A significant portion of our analysis involves looking at specific ranges of data and extracting meaningful information about those ranges. We need to be able to summarize these ranges so that we either identify if these are the ranges we need to uncover, or if we can apply further analysis on these ranges. Using T-SQL, what are some ways that we can quickly identify data ranges that may be meaningful to further investigate? In addition, as we do this, are there any considerations we should keep in mind regarding future data sets, as our data continues to grow and we'd like to scale our analysis of our data early in our design?
In this tip, we’ll be looking at obtaining details on the data spread by meaningful percentiles. We’ll look at an example using a standard percentile range and provide analysis for how we would determine what percentile may warrant a further investigation. Depending on what we’re trying to find, we may find a percentile of data with no spread as meaningful as data with a broad spread.

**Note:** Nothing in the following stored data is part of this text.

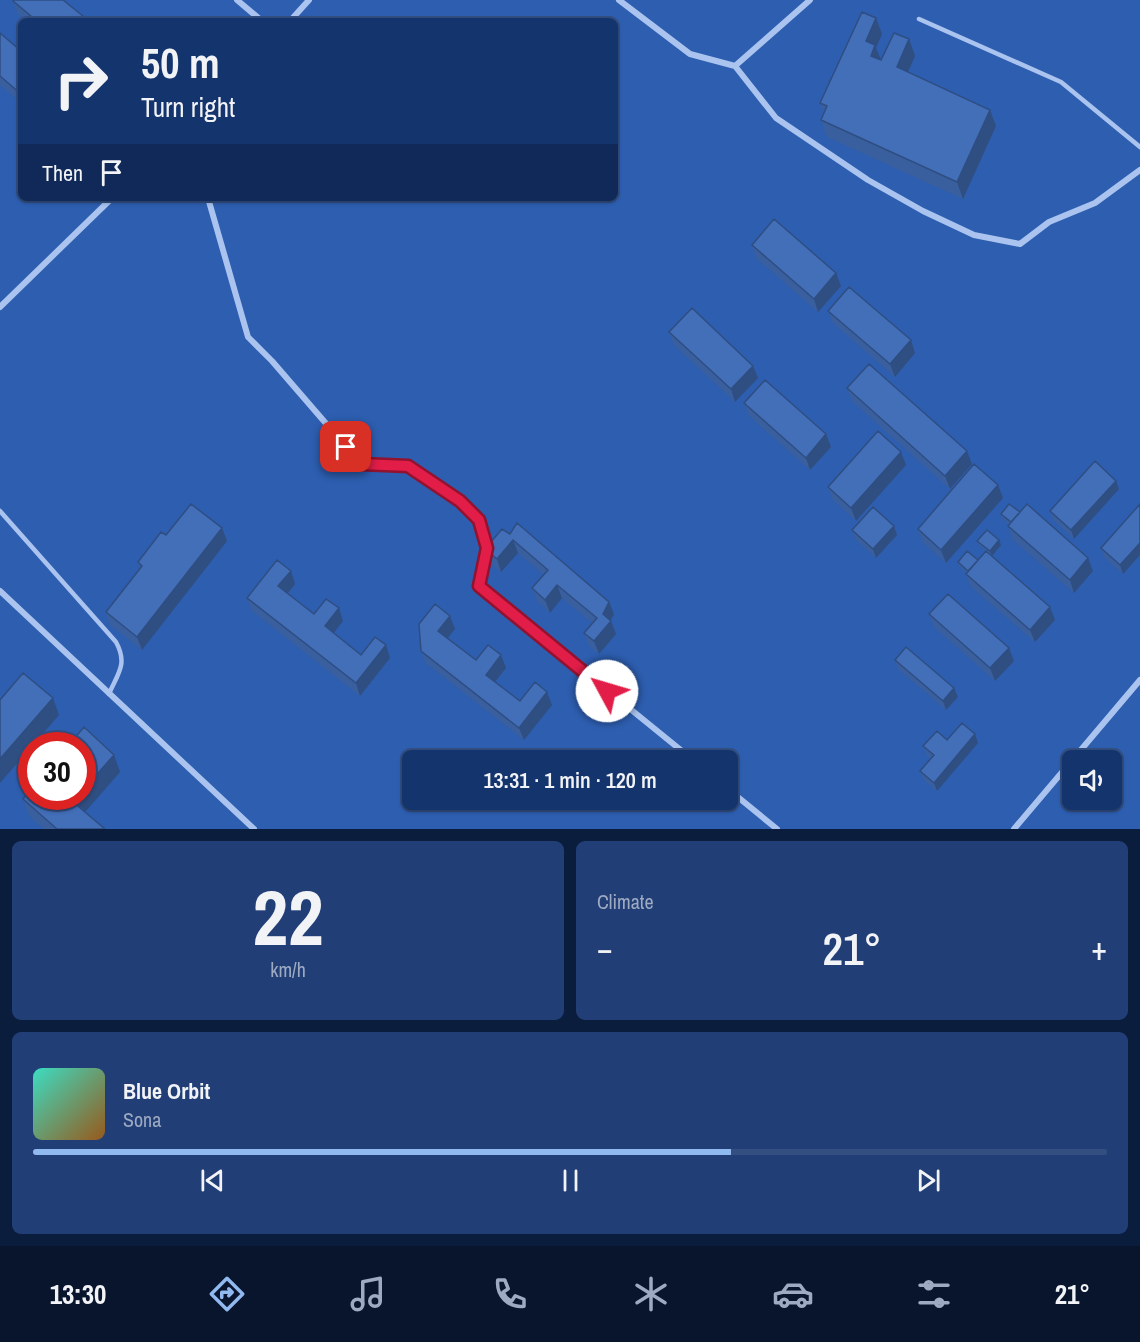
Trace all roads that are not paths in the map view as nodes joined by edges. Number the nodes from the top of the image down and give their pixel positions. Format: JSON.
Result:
{"nodes":[{"id":1,"x":237,"y":0,"type":"edge"},
{"id":2,"x":309,"y":0,"type":"edge"},
{"id":3,"x":619,"y":0,"type":"edge"},
{"id":4,"x":810,"y":0,"type":"edge"},
{"id":5,"x":258,"y":18,"type":"edge"},
{"id":6,"x":293,"y":18,"type":"edge"},
{"id":7,"x":919,"y":19,"type":"dead end"},
{"id":8,"x":735,"y":66,"type":"junction"},
{"id":9,"x":1140,"y":147,"type":"edge"},
{"id":10,"x":1140,"y":170,"type":"edge"},
{"id":11,"x":109,"y":201,"type":"edge"},
{"id":12,"x":209,"y":201,"type":"edge"},
{"id":13,"x":0,"y":307,"type":"edge"},
{"id":14,"x":0,"y":511,"type":"edge"},
{"id":15,"x":0,"y":591,"type":"edge"},
{"id":16,"x":1140,"y":680,"type":"edge"},
{"id":17,"x":109,"y":693,"type":"junction"},
{"id":18,"x":681,"y":750,"type":"edge"},
{"id":19,"x":738,"y":797,"type":"edge"},
{"id":20,"x":254,"y":829,"type":"edge"},
{"id":21,"x":777,"y":829,"type":"edge"},
{"id":22,"x":1014,"y":829,"type":"edge"}],
"edges":[{"from":1,"to":5,"type":"street"},
{"from":2,"to":6,"type":"street"},
{"from":3,"to":8,"type":"street"},
{"from":4,"to":8,"type":"street"},
{"from":7,"to":9,"type":"lane"},
{"from":8,"to":10,"type":"street"},
{"from":11,"to":13,"type":"street"},
{"from":12,"to":18,"type":"street"},
{"from":14,"to":17,"type":"lane"},
{"from":15,"to":17,"type":"street"},
{"from":16,"to":22,"type":"street"},
{"from":17,"to":20,"type":"street"},
{"from":19,"to":21,"type":"street"}]}
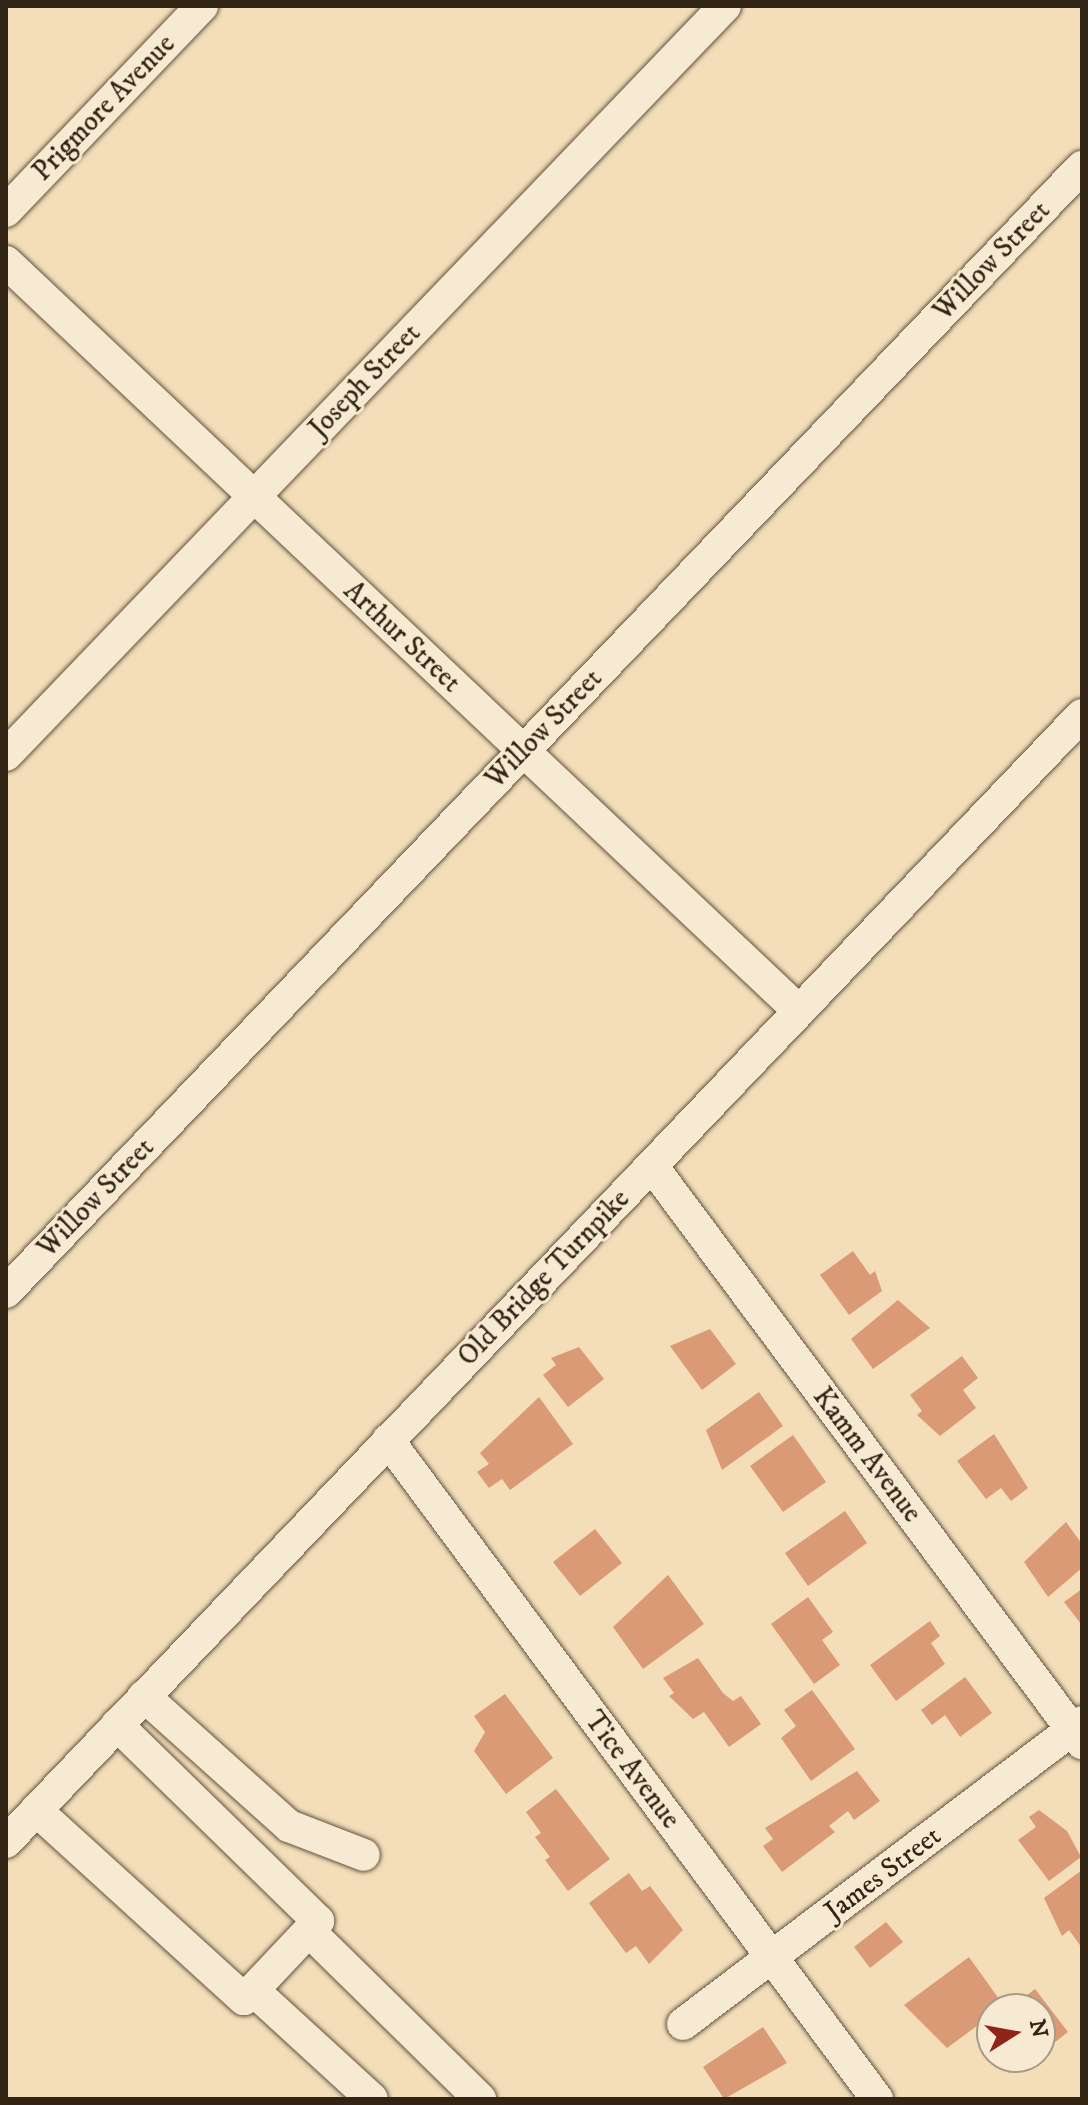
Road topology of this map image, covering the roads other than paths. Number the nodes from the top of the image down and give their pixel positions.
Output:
1 (202, 6) edge
2 (725, 6) edge
3 (1082, 167) edge
4 (6, 211) edge
5 (6, 262) edge
6 (254, 497) junction
7 (1078, 729) edge
8 (523, 752) junction
9 (6, 755) edge
10 (799, 1011) junction
11 (652, 1166) junction
12 (6, 1292) edge
13 (388, 1440) junction
14 (144, 1696) junction
15 (117, 1725) junction
16 (1079, 1732) edge
17 (36, 1810) junction
18 (6, 1842) edge
19 (364, 1855) dead end
20 (309, 1931) junction
21 (773, 1958) junction
22 (253, 1990) junction
23 (683, 2024) dead end
24 (372, 2099) edge
25 (480, 2099) edge
26 (877, 2099) edge

1 - 4 street, Prigmore Avenue
2 - 6 street, Joseph Street
3 - 8 street, Willow Street
5 - 6 street, Arthur Street
6 - 8 street, Arthur Street
6 - 9 street, Joseph Street
7 - 10 street, Old Bridge Turnpike
8 - 10 street, Arthur Street
8 - 12 street, Willow Street
10 - 11 street, Old Bridge Turnpike
11 - 13 street, Old Bridge Turnpike
11 - 16 street, Kamm Avenue
13 - 14 street, Old Bridge Turnpike
13 - 21 street, Tice Avenue
14 - 15 street, Old Bridge Turnpike
14 - 19 street
15 - 17 street, Old Bridge Turnpike
15 - 20 street
16 - 21 street, James Street
17 - 18 street, Old Bridge Turnpike
17 - 22 street
20 - 22 street
20 - 25 street
21 - 23 street, James Street
21 - 26 street, Tice Avenue
22 - 24 street

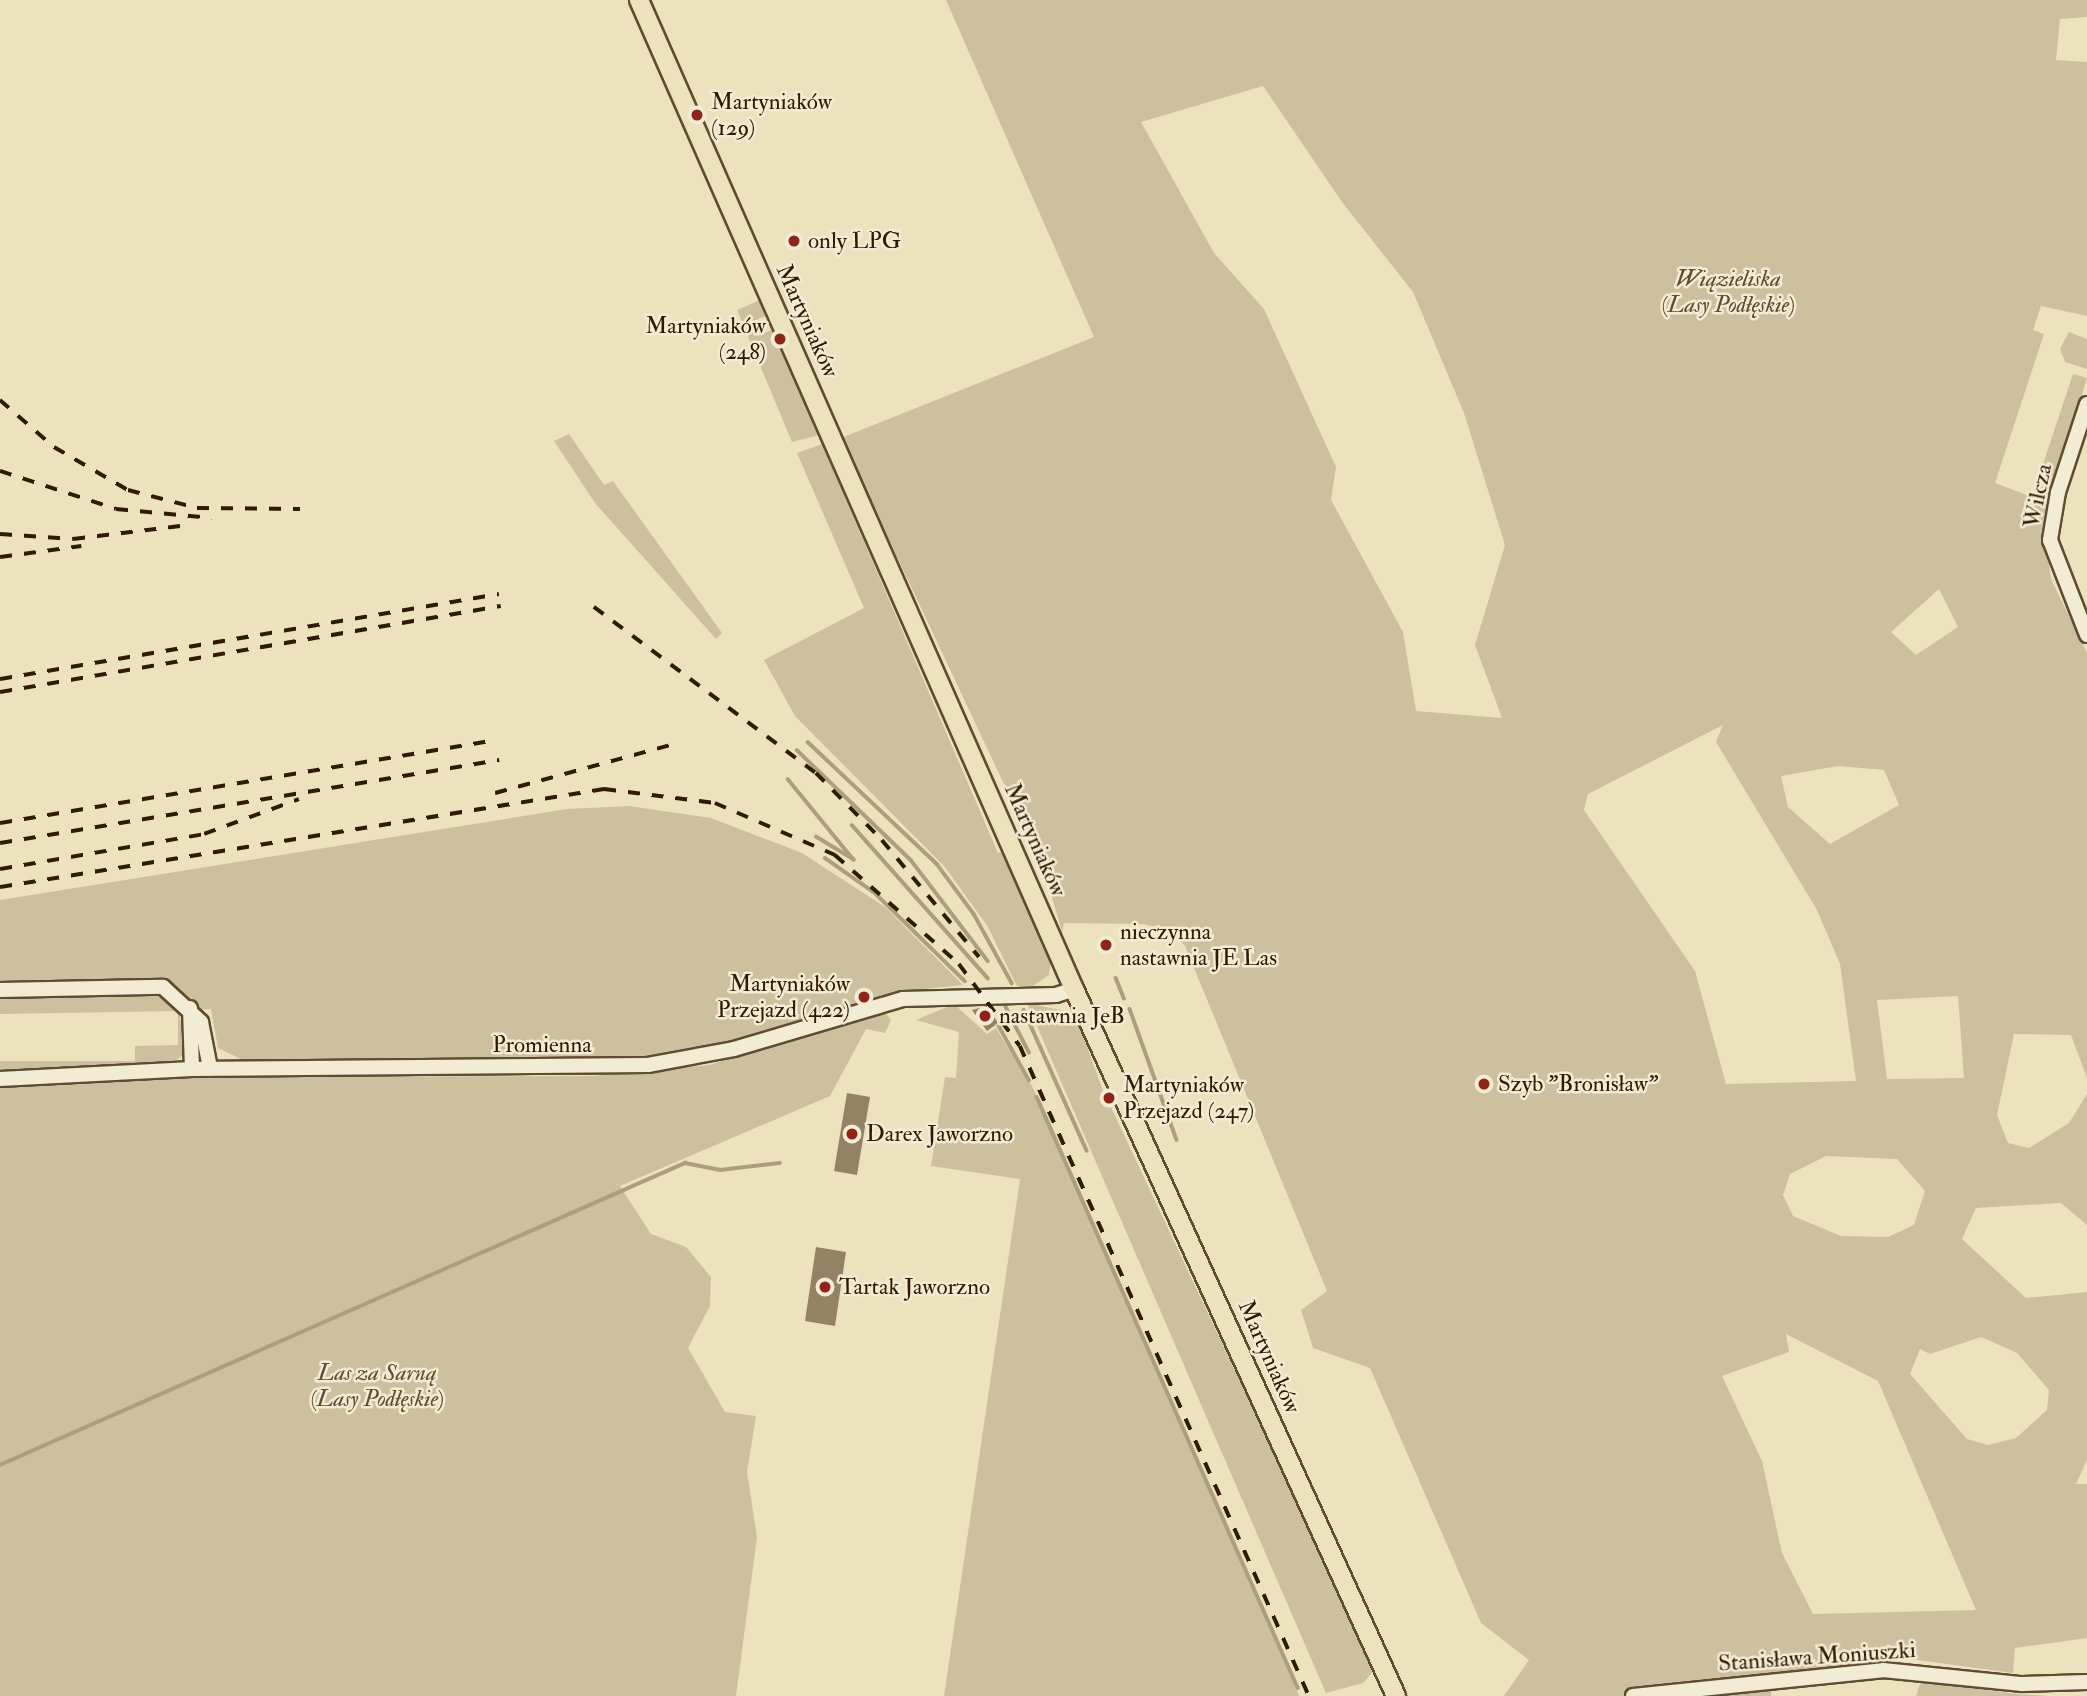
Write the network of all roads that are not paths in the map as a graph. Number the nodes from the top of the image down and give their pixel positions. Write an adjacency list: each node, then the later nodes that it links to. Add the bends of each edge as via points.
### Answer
1 (639, 0): 4 (main road, Martyniaków)
2 (2087, 404): 3 (street, Wilcza, via 2058,492 2050,540)
3 (2087, 635)
4 (1074, 989): 7 (street, Promienna, via 1056,995 904,999 734,1049 648,1065); 11 (main road, Martyniaków)
5 (0, 990): 6 (street, via 152,985 178,994)
6 (190, 1007): 7 (street, via 201,1022); 8 (street)
7 (211, 1068): 8 (street, Promienna)
8 (192, 1069): 9 (street, Promienna)
9 (0, 1079)
10 (2087, 1682): 12 (street, Stanisława Moniuszki, via 2022,1684 1883,1670)
11 (1396, 1696)
12 (1633, 1696)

We’ll begin by creating a table in SQL Server and populating some data using T-SQL for our example. In the below code, we’re using SQL Server 2016, though this code is compatible with most versions of SQL Server except the clustered columnstore index (which is available in 2014 and beyond). If you’re running this test in an earlier version of SQL Server than 2014, you can replace the clustered columnstore index with a nonclustered index. I am using the clustered columnstore index here since I will be applying a query to the entire table, like we would see in data warehouse queries. This is one strength of clustered columnstore indexes.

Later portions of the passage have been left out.